◆ PROMPT
Below are several entries. Transcribe exactly those lines that fall from the one with "index pip: (956, 660)" through the one with "middle mcp: (1200, 691)", end lines included.

◆ GIVEN DATA
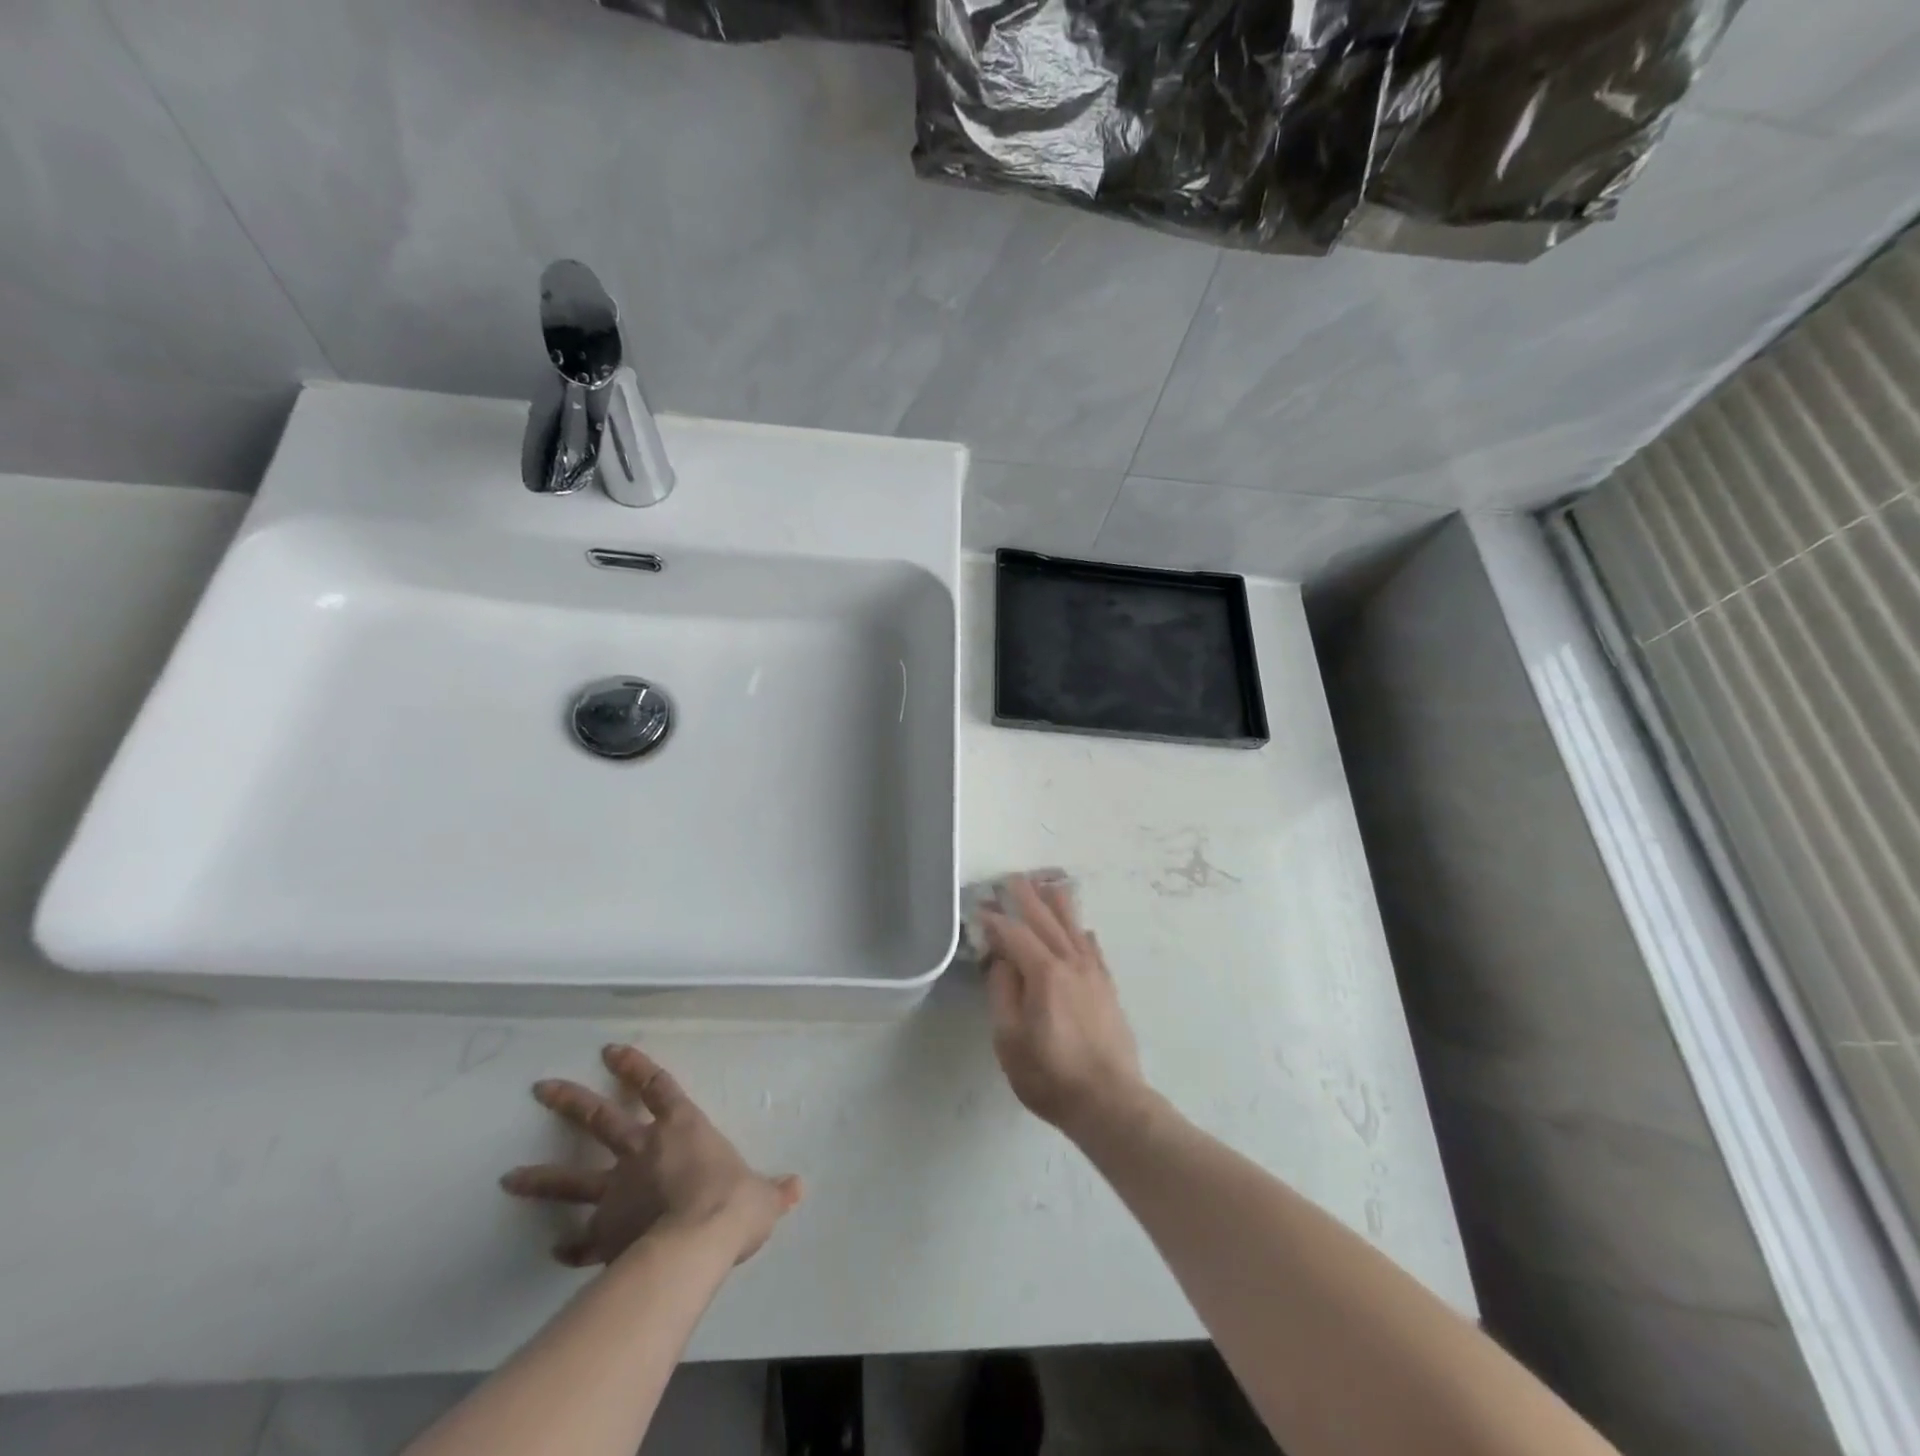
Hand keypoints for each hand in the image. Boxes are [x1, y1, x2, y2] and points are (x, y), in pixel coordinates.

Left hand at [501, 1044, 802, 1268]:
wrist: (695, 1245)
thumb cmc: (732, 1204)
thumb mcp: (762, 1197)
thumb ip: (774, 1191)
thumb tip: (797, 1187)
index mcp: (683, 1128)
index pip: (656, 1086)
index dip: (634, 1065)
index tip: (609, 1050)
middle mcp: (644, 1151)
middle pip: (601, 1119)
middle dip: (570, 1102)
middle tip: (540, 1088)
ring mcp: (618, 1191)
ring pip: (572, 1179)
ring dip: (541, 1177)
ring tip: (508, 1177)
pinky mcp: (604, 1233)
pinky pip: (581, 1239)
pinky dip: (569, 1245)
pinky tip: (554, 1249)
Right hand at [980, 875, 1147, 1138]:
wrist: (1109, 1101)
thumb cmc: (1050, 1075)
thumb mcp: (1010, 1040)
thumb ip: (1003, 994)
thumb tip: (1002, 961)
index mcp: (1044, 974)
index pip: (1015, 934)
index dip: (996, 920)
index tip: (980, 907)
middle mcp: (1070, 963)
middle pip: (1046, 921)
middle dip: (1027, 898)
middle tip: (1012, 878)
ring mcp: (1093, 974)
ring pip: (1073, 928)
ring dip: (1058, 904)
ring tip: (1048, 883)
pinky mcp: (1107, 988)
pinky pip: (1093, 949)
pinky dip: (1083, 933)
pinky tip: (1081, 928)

==

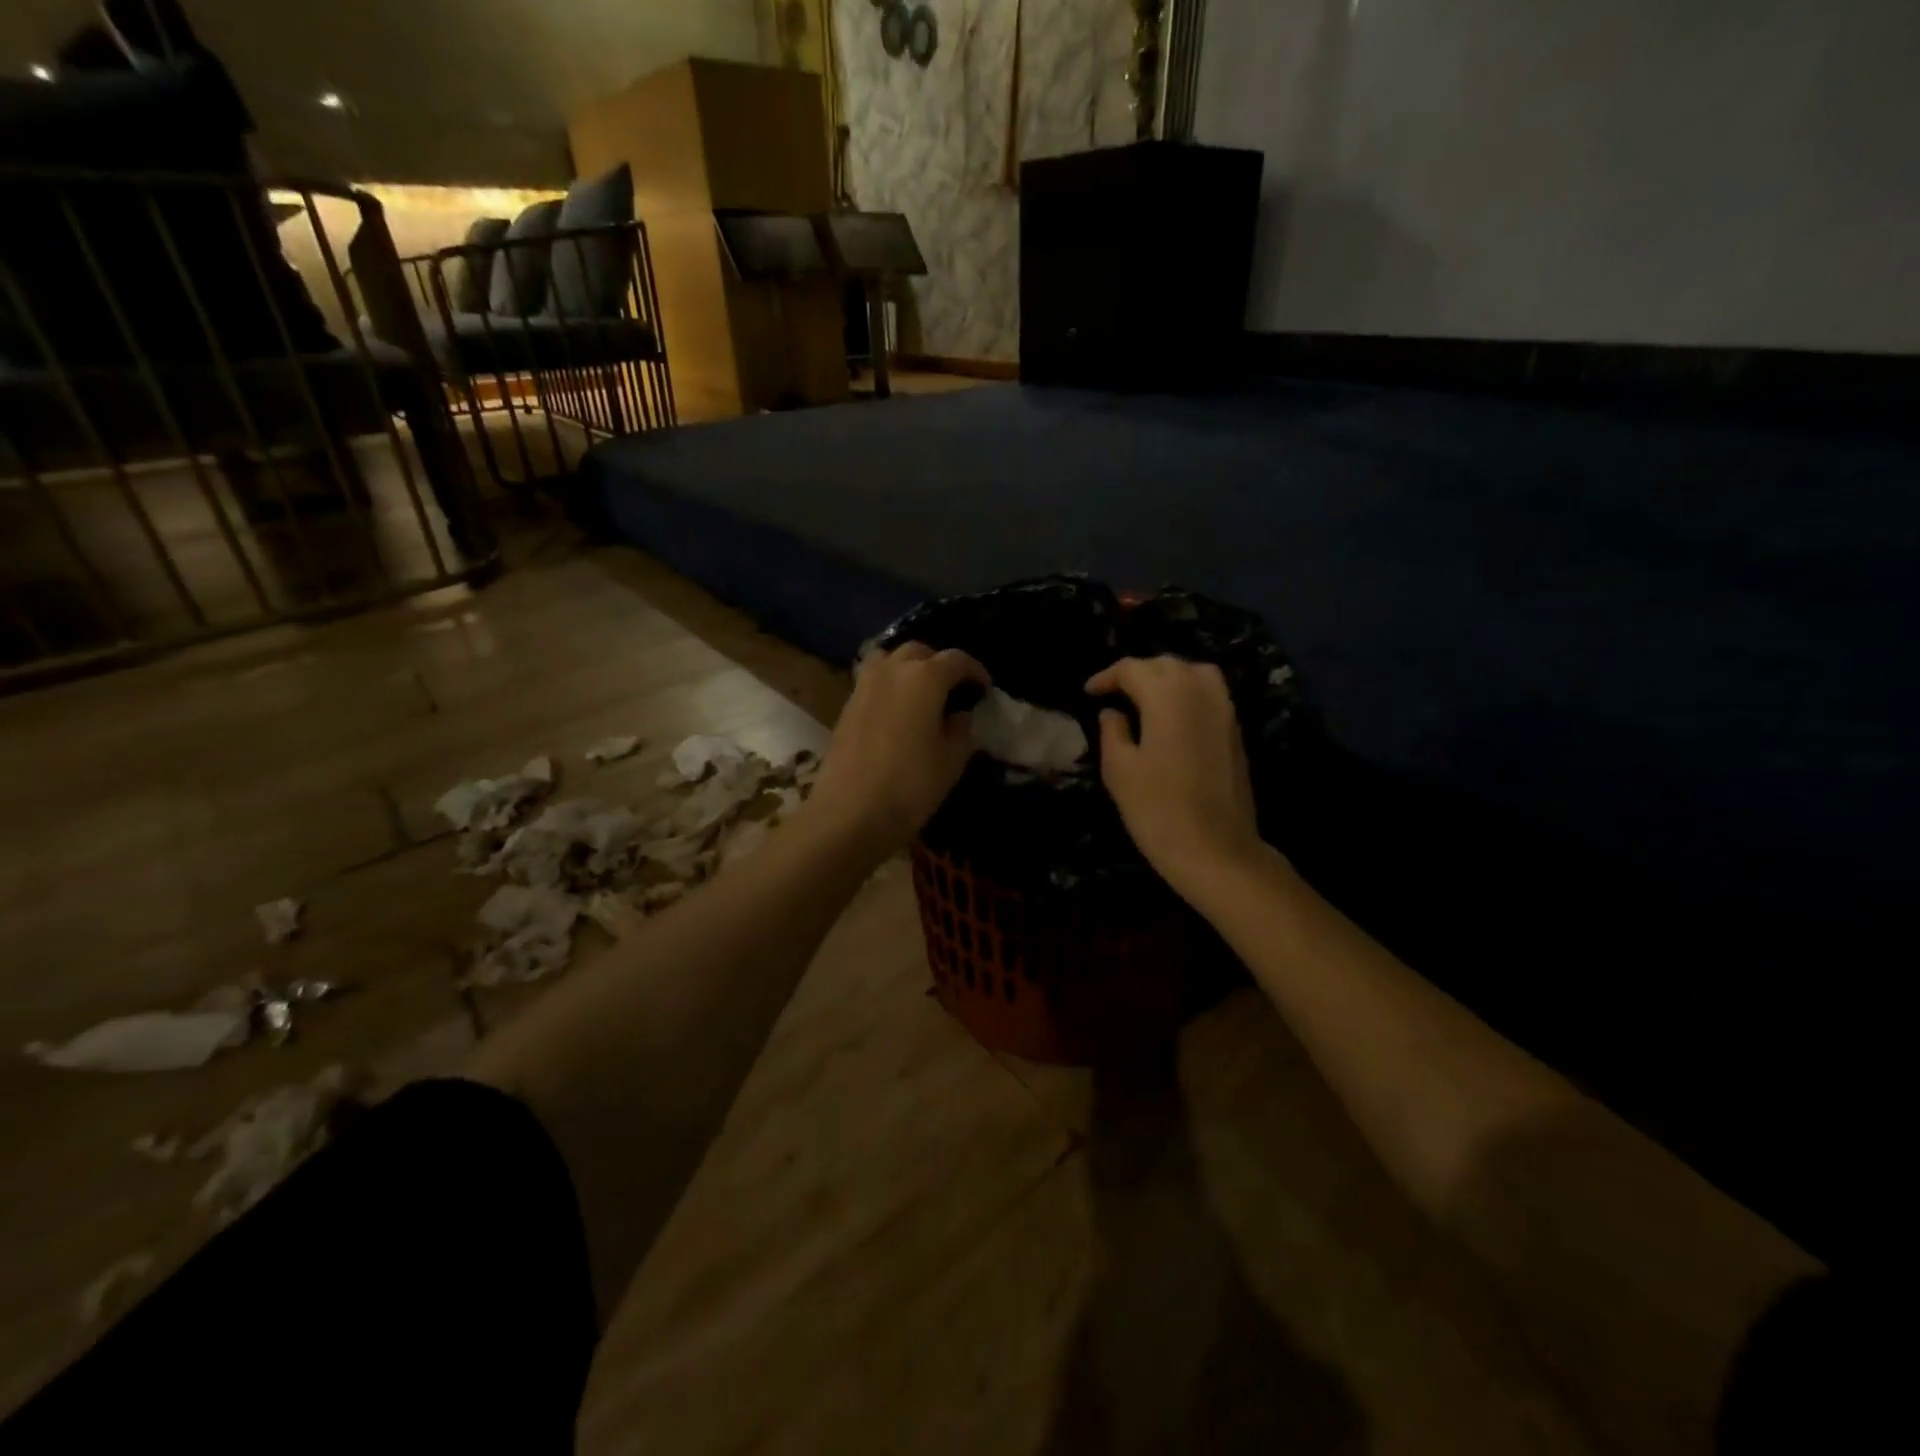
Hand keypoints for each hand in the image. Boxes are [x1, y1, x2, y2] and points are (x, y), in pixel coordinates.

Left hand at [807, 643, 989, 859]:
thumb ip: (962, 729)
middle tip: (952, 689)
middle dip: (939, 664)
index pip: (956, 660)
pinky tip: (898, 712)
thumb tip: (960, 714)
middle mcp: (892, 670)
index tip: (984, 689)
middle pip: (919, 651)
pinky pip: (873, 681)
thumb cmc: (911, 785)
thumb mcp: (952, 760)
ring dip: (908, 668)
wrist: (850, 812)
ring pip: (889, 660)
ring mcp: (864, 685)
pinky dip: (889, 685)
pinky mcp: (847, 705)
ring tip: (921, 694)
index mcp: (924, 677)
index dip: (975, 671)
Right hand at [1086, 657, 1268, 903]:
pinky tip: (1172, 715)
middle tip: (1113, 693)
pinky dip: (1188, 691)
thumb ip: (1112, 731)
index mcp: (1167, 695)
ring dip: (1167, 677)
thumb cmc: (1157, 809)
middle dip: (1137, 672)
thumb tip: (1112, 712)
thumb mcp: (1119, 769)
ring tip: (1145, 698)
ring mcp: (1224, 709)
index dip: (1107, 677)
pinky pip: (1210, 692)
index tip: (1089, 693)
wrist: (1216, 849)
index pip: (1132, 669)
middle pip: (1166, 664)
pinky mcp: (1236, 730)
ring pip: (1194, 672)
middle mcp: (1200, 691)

◆ TASK ANSWER
index pip: (956, 660)
pinky tip: (898, 712)
thumb tip: (960, 714)
middle mcp: (892, 670)
index tip: (984, 689)
middle pip: (919, 651)
pinky pip: (873, 681)
thumb cmc: (911, 785)
thumb mcp: (952, 760)
ring dip: (908, 668)
wrist: (850, 812)
ring pip: (889, 660)
ring mcp: (864, 685)
pinky dip: (889, 685)
pinky mcp: (847, 705)
ring tip: (921, 694)
index mcp: (924, 677)
index dip: (975, 671)
Right hand at [1086, 657, 1268, 903]:
pinky tip: (1172, 715)
middle tip: (1113, 693)
pinky dip: (1188, 691)
thumb ip: (1112, 731)
index mcp: (1167, 695)
ring dip: (1167, 677)
thumb cmc: (1157, 809)
middle dip: (1137, 672)
thumb tip: (1112, 712)
thumb mcp: (1119, 769)
ring tip: (1145, 698)
ring mcp: (1224, 709)
index dip: (1107, 677)
pinky pip: (1210, 692)
index tip: (1089, 693)
wrist: (1216, 849)
index pip: (1132, 669)
middle pip: (1166, 664)
pinky mcp: (1236, 730)
ring pip: (1194, 672)
middle mcp: (1200, 691)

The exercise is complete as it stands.